(Saved entries)
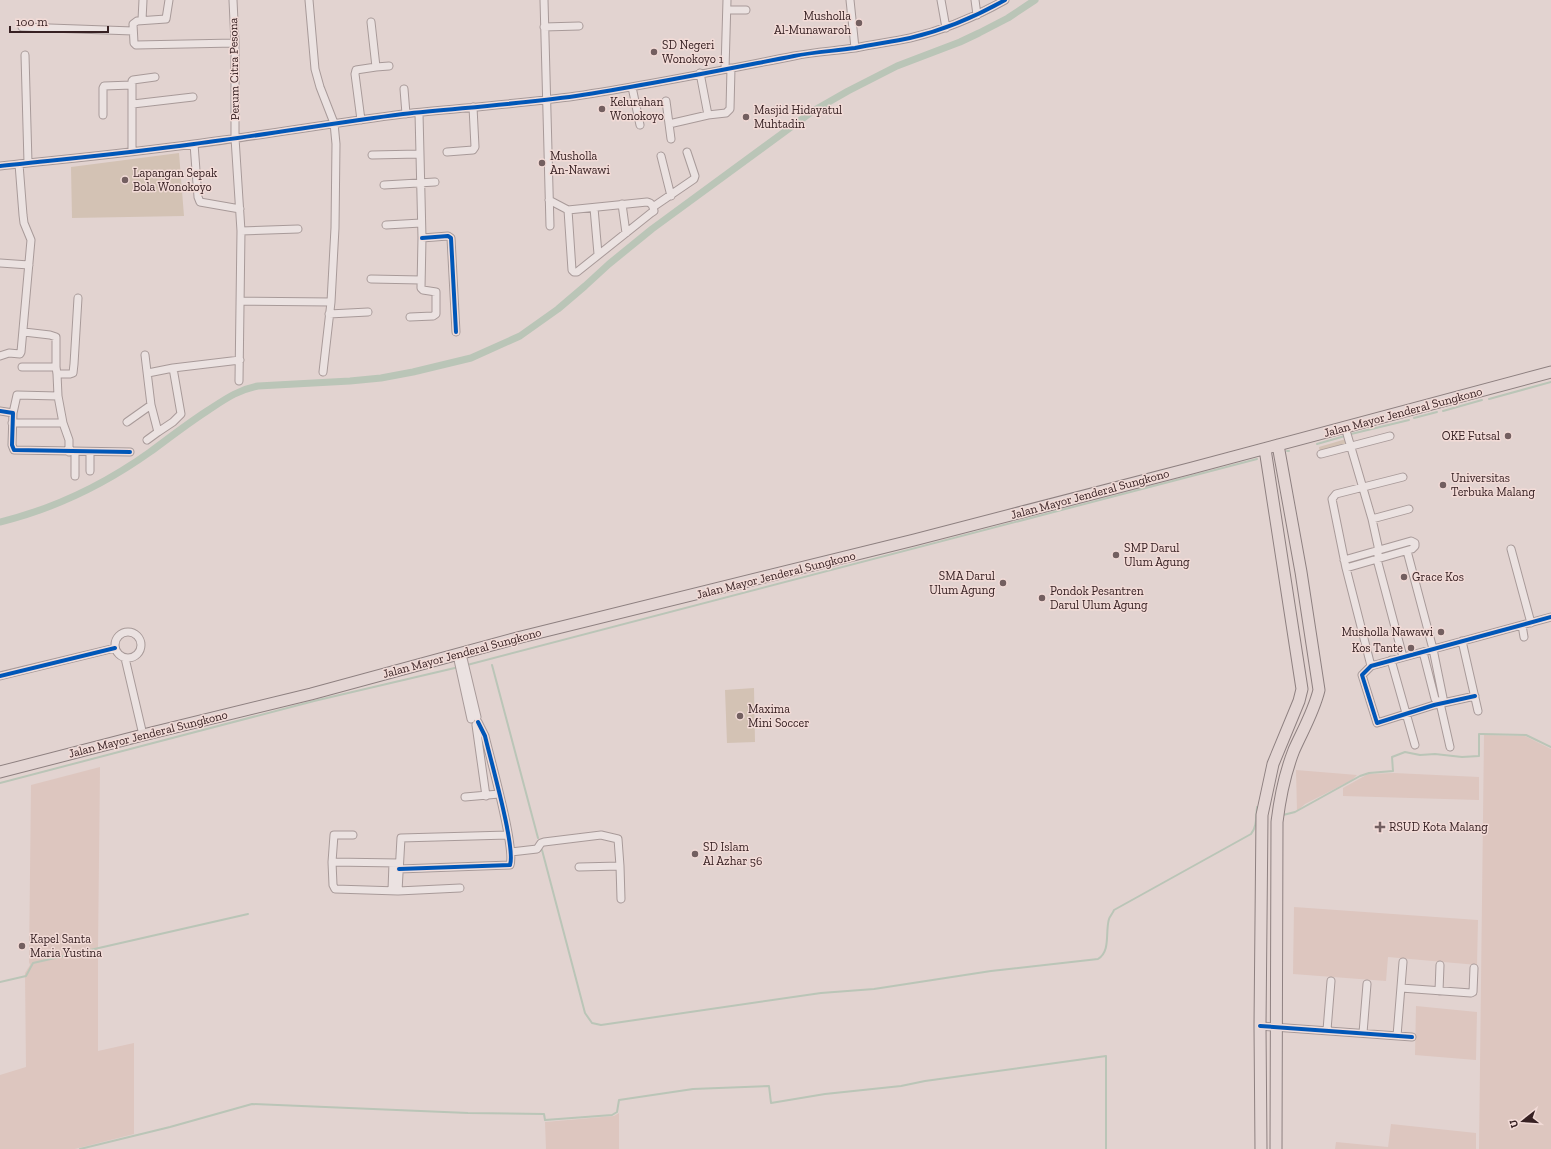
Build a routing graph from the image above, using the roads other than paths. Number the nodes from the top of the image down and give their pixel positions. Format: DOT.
graph roads {
  1 [pos="142,0"];
  2 [pos="169,0"];
  3 [pos="233,0"];
  4 [pos="309,0"];
  5 [pos="544,0"];
  6 [pos="727,0"];
  7 [pos="850,0"];
  8 [pos="941,0"];
  9 [pos="975,0"];
  10 [pos="1002,1"];
  11 [pos="727,10"];
  12 [pos="746,10"];
  13 [pos="977,15"];
  14 [pos="142,20"];
  15 [pos="371,22"];
  16 [pos="544,26"];
  17 [pos="579,26"];
  18 [pos="22,27"];
  19 [pos="946,28"];
  20 [pos="133,31"];
  21 [pos="235,43"];
  22 [pos="855,48"];
  23 [pos="24,55"];
  24 [pos="389,66"];
  25 [pos="376,67"];
  26 [pos="728,69"];
  27 [pos="700,73"];
  28 [pos="155,76"];
  29 [pos="132,85"];
  30 [pos="632,87"];
  31 [pos="404,89"];
  32 [pos="193,97"];
  33 [pos="546,100"];
  34 [pos="666,101"];
  35 [pos="133,104"];
  36 [pos="473,107"];
  37 [pos="406,114"];
  38 [pos="418,114"];
  39 [pos="103,115"];
  40 [pos="708,115"];
  41 [pos="361,120"];
  42 [pos="334,123"];
  43 [pos="669,124"];
  44 [pos="640,125"];
  45 [pos="235,138"];
  46 [pos="671,139"];
  47 [pos="194,144"];
  48 [pos="132,151"];
  49 [pos="447,152"];
  50 [pos="688,152"];
  51 [pos="419,154"];
  52 [pos="372,155"];
  53 [pos="661,156"];
  54 [pos="28,163"];
  55 [pos="18,164"];
  56 [pos="0,166"];
  57 [pos="435,182"];
  58 [pos="420,183"];
  59 [pos="384,185"];
  60 [pos="671,196"];
  61 [pos="549,200"];
  62 [pos="622,204"];
  63 [pos="653,207"];
  64 [pos="594,208"];
  65 [pos="240,209"];
  66 [pos="568,210"];
  67 [pos="421,223"];
  68 [pos="386,225"];
  69 [pos="550,226"];
  70 [pos="298,229"];
  71 [pos="241,231"];
  72 [pos="626,233"];
  73 [pos="422,238"];
  74 [pos="598,254"];
  75 [pos="0,263"];
  76 [pos="29,265"];
  77 [pos="371,279"];
  78 [pos="421,280"];
  79 [pos="78,298"];
  80 [pos="241,302"];
  81 [pos="331,302"];
  82 [pos="368,312"];
  83 [pos="329,314"];
  84 [pos="410,317"];
  85 [pos="456,332"];
  86 [pos="23,334"];
  87 [pos="145,355"];
  88 [pos="0,356"];
  89 [pos="240,360"];
  90 [pos="22,367"];
  91 [pos="173,368"];
  92 [pos="56,370"];
  93 [pos="323,372"];
  94 [pos="1551,372"];
  95 [pos="148,373"];
  96 [pos="239,381"];
  97 [pos="58,396"];
  98 [pos="151,406"];
  99 [pos="0,411"];
  100 [pos="13,413"];
  101 [pos="127,422"];
  102 [pos="12,423"];
  103 [pos="63,423"];
  104 [pos="1345,427"];
  105 [pos="158,432"];
  106 [pos="1390,436"];
  107 [pos="147,440"];
  108 [pos="1278,445"];
  109 [pos="1351,446"];
  110 [pos="1265,448"];
  111 [pos="72,452"];
  112 [pos="90,452"];
  113 [pos="130,452"];
  114 [pos="1321,454"];
  115 [pos="90,471"];
  116 [pos="75,476"];
  117 [pos="1403,477"];
  118 [pos="1363,487"];
  119 [pos="1409,509"];
  120 [pos="1372,519"];
  121 [pos="1512,549"];
  122 [pos="1379,551"];
  123 [pos="1407,551"];
  124 [pos="1378,559"];
  125 [pos="1345,564"];
  126 [pos="1551,619"];
  127 [pos="1531,623"];
  128 [pos="1522,625"];
  129 [pos="1524,637"];
  130 [pos="1462,641"];
  131 [pos="115,648"];
  132 [pos="1433,649"];
  133 [pos="1423,652"];
  134 [pos="1403,657"];
  135 [pos="125,658"];
  136 [pos="1391,660"];
  137 [pos="461,662"];
  138 [pos="1371,666"];
  139 [pos="0,676"];
  140 [pos="1474,696"];
  141 [pos="1440,703"];
  142 [pos="1478,710"];
  143 [pos="1406,713"];
  144 [pos="475,720"];
  145 [pos="143,735"];
  146 [pos="1414,745"];
  147 [pos="1450,747"];
  148 [pos="1273,764"];
  149 [pos="1288,767"];
  150 [pos="0,772"];
  151 [pos="499,794"];
  152 [pos="486,796"];
  153 [pos="465,797"];
  154 [pos="353,835"];
  155 [pos="508,835"];
  156 [pos="511,852"];
  157 [pos="332,862"];
  158 [pos="397,865"];
  159 [pos="620,866"];
  160 [pos="579,868"];
  161 [pos="460,888"];
  162 [pos="395,891"];
  163 [pos="621,900"];
  164 [pos="1403,962"];
  165 [pos="1440,965"];
  166 [pos="1474,968"];
  167 [pos="1331,981"];
  168 [pos="1367,984"];
  169 [pos="1401,988"];
  170 [pos="1439,992"];
  171 [pos="1260,1026"];
  172 [pos="1275,1027"];
  173 [pos="1327,1030"];
  174 [pos="1363,1033"];
  175 [pos="1397,1036"];
  176 [pos="1412,1037"];
  177 [pos="1261,1149"];
  178 [pos="1276,1149"];
  1 -- 14 [label="street"];
  2 -- 14 [label="street"];
  3 -- 21 [label="street, Perum Citra Pesona"];
  4 -- 42 [label="street"];
  5 -- 16 [label="street"];
  6 -- 11 [label="street"];
  7 -- 22 [label="street"];
  8 -- 19 [label="street"];
  9 -- 13 [label="street"];
  10 -- 13 [label="street"];
  11 -- 12 [label="street"];
  11 -- 26 [label="street"];
  13 -- 19 [label="street"];
  14 -- 20 [label="street"];
  15 -- 25 [label="street"];
  16 -- 17 [label="street"];
  16 -- 33 [label="street"];
  18 -- 20 [label="street"];
  19 -- 22 [label="street"];
  20 -- 21 [label="street"];
  21 -- 45 [label="street, Perum Citra Pesona"];
  22 -- 26 [label="street"];
  23 -- 54 [label="street"];
  24 -- 25 [label="street"];
  25 -- 41 [label="street"];
  26 -- 27 [label="street"];
  26 -- 40 [label="street"];
  27 -- 30 [label="street"];
  27 -- 40 [label="street"];
  28 -- 29 [label="street"];
  29 -- 35 [label="street"];
  29 -- 39 [label="street"];
  30 -- 33 [label="street"];
  30 -- 44 [label="street"];
  31 -- 37 [label="street"];
  32 -- 35 [label="street"];
  33 -- 36 [label="street"];
  33 -- 61 [label="street"];
  34 -- 43 [label="street"];
  35 -- 48 [label="street"];
  36 -- 38 [label="street"];
  36 -- 49 [label="street"];
  37 -- 38 [label="street"];
  37 -- 41 [label="street"];
  38 -- 51 [label="street"];
  40 -- 43 [label="street"];
  41 -- 42 [label="street"];
  42 -- 45 [label="street"];
  42 -- 81 [label="street"];
  43 -- 46 [label="street"];
  45 -- 47 [label="street"];
  45 -- 65 [label="street, Perum Citra Pesona"];
  47 -- 48 [label="street"];
  47 -- 65 [label="street"];
  48 -- 54 [label="street"];
  50 -- 60 [label="street"];
  51 -- 52 [label="street"];
  51 -- 58 [label="street"];
  53 -- 60 [label="street"];
  54 -- 55 [label="street"];
  55 -- 56 [label="street"];
  55 -- 76 [label="street"];
  57 -- 58 [label="street"];
  58 -- 59 [label="street"];
  58 -- 67 [label="street"];
  60 -- 63 [label="street"];
  61 -- 66 [label="street"];
  61 -- 69 [label="street"];
  62 -- 63 [label="street"];
  62 -- 64 [label="street"];
  62 -- 72 [label="street"];
  63 -- 72 [label="street"];
  64 -- 66 [label="street"];
  64 -- 74 [label="street"];
  65 -- 71 [label="street, Perum Citra Pesona"];
  66 -- 74 [label="street"];
  67 -- 68 [label="street"];
  67 -- 73 [label="street"];
  70 -- 71 [label="street"];
  71 -- 80 [label="street, Perum Citra Pesona"];
  72 -- 74 [label="street"];
  73 -- 78 [label="street"];
  73 -- 85 [label="street"];
  75 -- 76 [label="street"];
  76 -- 86 [label="street"];
  77 -- 78 [label="street"];
  78 -- 84 [label="street"];
  79 -- 92 [label="street"];
  80 -- 81 [label="street"];
  80 -- 89 [label="street, Perum Citra Pesona"];
  81 -- 83 [label="street"];
  82 -- 83 [label="street"];
  83 -- 93 [label="street"];
  86 -- 88 [label="street"];
  86 -- 92 [label="street"];
  87 -- 95 [label="street"];
  89 -- 91 [label="street"];
  89 -- 96 [label="street, Perum Citra Pesona"];
  90 -- 92 [label="street"];
  91 -- 95 [label="street"];
  91 -- 105 [label="street"];
  92 -- 97 [label="street"];
  94 -- 104 [label="main road, Jalan Mayor Jenderal Sungkono"];
  95 -- 98 [label="street"];
  97 -- 100 [label="street"];
  97 -- 103 [label="street"];
  98 -- 101 [label="street"];
  98 -- 105 [label="street"];
  99 -- 100 [label="street"];
  100 -- 102 [label="street"];
  102 -- 103 [label="street"];
  102 -- 111 [label="street"];
  103 -- 111 [label="street"];
  104 -- 108 [label="main road, Jalan Mayor Jenderal Sungkono"];
  104 -- 109 [label="street"];
  105 -- 107 [label="street"];
  106 -- 109 [label="street"];
  108 -- 110 [label="main road, Jalan Mayor Jenderal Sungkono"];
  108 -- 149 [label="main road"];
  109 -- 114 [label="street"];
  109 -- 118 [label="street"];
  110 -- 137 [label="main road, Jalan Mayor Jenderal Sungkono"];
  110 -- 148 [label="main road"];
  111 -- 112 [label="street"];
  111 -- 116 [label="street"];
  112 -- 113 [label="street"];
  112 -- 115 [label="street"];
  117 -- 118 [label="street"];
  118 -- 120 [label="street"];
  118 -- 125 [label="street"];
  119 -- 120 [label="street"];
  120 -- 122 [label="street"];
  121 -- 127 [label="street"];
  122 -- 123 [label="street"];
  122 -- 124 [label="street"];
  122 -- 125 [label="street"];
  123 -- 124 [label="street"];
  123 -- 132 [label="street"];
  124 -- 125 [label="street"];
  124 -- 134 [label="street"];
  125 -- 138 [label="street"];
  126 -- 127 [label="street"];
  127 -- 128 [label="street"];
  128 -- 129 [label="street"];
  128 -- 130 [label="street"];
  130 -- 132 [label="street"];
  130 -- 140 [label="street"];
  131 -- 135 [label="street"];
  131 -- 135 [label="street"];
  131 -- 139 [label="street"];
  132 -- 133 [label="street"];
  132 -- 141 [label="street"];
  133 -- 134 [label="street"];
  133 -- 141 [label="street"];
  134 -- 136 [label="street"];
  135 -- 145 [label="street"];
  136 -- 138 [label="street"];
  136 -- 143 [label="street"];
  137 -- 144 [label="street"];
  137 -- 145 [label="main road, Jalan Mayor Jenderal Sungkono"];
  138 -- 143 [label="street"];
  140 -- 141 [label="street"];
  140 -- 142 [label="street"];
  141 -- 143 [label="street"];
  141 -- 147 [label="street"];
  143 -- 146 [label="street"];
  144 -- 151 [label="street"];
  144 -- 152 [label="street"];
  145 -- 150 [label="main road, Jalan Mayor Jenderal Sungkono"];
  148 -- 149 [label="main road"];
  148 -- 171 [label="main road"];
  149 -- 172 [label="main road"];
  151 -- 152 [label="street"];
  151 -- 155 [label="street"];
  152 -- 153 [label="street"];
  154 -- 157 [label="street"];
  155 -- 156 [label="street"];
  155 -- 158 [label="street"];
  156 -- 158 [label="street"];
  156 -- 159 [label="street"];
  157 -- 158 [label="street"];
  157 -- 162 [label="street"];
  158 -- 162 [label="street"];
  159 -- 160 [label="street"];
  159 -- 163 [label="street"];
  161 -- 162 [label="street"];
  164 -- 169 [label="street"];
  165 -- 170 [label="street"];
  166 -- 170 [label="street"];
  167 -- 173 [label="street"];
  168 -- 174 [label="street"];
  169 -- 170 [label="street"];
  169 -- 175 [label="street"];
  171 -- 172 [label="street"];
  171 -- 177 [label="main road"];
  172 -- 173 [label="street"];
  172 -- 178 [label="main road"];
  173 -- 174 [label="street"];
  174 -- 175 [label="street"];
  175 -- 176 [label="street"];
}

To do => Only the number is needed. Say how many lines of the entries contain "Citra".

Completed exercise => 7